He tried to tell the store clerk that the girls outside the bar next door looked like hookers, but he couldn't remember the word. I'm not sure why he wanted to share this, but I reminded him that he came from a gentler era in which girls didn't look like hookers unless they
were hookers. Everyone we passed was duded up and trailing perfume at near-toxic levels, wearing death-defying skimpy outfits despite the low temperature and a fierce wind off the Bay. I wore paint-streaked sweat pants, Ugg boots and a shape-hiding down jacket, topped by a bad haircut. If I were a hooker, I would starve.
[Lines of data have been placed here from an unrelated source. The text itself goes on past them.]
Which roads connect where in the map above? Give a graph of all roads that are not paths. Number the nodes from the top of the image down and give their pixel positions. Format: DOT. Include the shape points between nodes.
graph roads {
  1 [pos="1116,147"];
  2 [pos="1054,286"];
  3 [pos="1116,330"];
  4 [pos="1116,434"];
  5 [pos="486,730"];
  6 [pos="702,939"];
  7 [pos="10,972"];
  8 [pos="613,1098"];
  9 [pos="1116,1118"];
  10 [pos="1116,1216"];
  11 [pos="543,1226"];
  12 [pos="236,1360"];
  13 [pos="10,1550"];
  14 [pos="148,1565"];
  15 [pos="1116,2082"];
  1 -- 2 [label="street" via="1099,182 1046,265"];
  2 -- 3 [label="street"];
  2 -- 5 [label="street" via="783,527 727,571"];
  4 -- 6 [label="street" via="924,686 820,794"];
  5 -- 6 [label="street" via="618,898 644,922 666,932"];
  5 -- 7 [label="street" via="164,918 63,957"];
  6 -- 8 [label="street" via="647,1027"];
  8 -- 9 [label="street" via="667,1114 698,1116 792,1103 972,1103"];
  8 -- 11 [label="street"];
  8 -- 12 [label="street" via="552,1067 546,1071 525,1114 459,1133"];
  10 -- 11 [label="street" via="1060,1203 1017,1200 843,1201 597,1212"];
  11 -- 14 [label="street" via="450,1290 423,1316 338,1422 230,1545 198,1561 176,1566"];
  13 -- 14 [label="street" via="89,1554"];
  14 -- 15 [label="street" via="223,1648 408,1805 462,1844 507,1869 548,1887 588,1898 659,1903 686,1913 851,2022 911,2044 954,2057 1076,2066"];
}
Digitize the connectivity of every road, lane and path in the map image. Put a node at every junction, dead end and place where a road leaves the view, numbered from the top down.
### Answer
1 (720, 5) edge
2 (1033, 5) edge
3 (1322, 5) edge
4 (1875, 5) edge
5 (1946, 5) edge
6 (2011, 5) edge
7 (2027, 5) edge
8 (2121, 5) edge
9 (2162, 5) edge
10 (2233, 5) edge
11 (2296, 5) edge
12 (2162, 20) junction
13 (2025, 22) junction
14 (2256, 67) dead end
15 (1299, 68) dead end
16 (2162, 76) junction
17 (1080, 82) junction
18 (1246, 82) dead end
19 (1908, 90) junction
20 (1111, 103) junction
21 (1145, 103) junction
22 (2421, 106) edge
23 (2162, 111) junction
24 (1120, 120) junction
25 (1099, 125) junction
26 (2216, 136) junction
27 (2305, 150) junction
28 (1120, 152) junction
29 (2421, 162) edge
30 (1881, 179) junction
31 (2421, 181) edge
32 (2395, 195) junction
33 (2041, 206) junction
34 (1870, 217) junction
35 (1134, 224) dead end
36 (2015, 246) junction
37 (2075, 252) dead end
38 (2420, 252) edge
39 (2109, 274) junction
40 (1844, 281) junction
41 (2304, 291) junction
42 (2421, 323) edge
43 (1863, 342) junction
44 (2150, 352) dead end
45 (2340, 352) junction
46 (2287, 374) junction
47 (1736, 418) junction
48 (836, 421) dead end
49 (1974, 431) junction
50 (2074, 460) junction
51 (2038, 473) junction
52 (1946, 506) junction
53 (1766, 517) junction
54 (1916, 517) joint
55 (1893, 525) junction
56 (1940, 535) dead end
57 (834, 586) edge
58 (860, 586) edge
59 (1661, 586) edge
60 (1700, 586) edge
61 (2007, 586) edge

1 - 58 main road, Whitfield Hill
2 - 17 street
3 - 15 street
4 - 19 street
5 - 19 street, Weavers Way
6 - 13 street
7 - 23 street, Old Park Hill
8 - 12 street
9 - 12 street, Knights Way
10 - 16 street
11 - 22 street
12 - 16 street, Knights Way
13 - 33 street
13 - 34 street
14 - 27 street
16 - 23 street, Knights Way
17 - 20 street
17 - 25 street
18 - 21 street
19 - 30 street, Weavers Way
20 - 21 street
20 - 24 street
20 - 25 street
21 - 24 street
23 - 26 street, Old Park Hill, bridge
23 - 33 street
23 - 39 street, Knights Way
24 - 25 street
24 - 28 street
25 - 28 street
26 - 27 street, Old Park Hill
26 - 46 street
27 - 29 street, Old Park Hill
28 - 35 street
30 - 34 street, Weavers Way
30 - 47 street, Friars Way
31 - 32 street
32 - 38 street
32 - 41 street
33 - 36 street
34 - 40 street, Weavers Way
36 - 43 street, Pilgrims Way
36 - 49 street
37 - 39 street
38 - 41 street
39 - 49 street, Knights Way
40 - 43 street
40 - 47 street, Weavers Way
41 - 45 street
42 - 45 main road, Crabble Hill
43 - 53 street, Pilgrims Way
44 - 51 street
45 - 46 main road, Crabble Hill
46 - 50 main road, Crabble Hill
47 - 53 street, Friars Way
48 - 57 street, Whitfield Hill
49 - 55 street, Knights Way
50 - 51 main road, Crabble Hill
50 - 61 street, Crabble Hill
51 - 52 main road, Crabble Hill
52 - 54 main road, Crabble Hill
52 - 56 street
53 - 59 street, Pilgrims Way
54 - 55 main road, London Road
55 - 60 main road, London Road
Yesterday, I had my hair cut and I've been plotting a rematch ever since. I couldn't remember when my last one was so I consulted last year's calendar, which had many haircuts for Flip penned in but not a single one for me. I checked the entire year twice. Then I found my calendar from the year before and realized that my last one was in March of 2008. Exactly two years ago. I could probably lose my reputation as a high maintenance woman if I'm not careful.
The person I used to go to was a flake but he gave good haircut, and over several years he got to know my hair, which is finicky. Unfortunately, he disappeared into another dimension or maybe witness protection, leaving only a vague message on his cell phone. The new stylist gave Flip a good cut a month ago, so I thought I would try her. Now my hair looks like a bad Farrah Fawcett wig. With a little Minnie Mouse thrown in for good measure. It's a rotten way to be wounded.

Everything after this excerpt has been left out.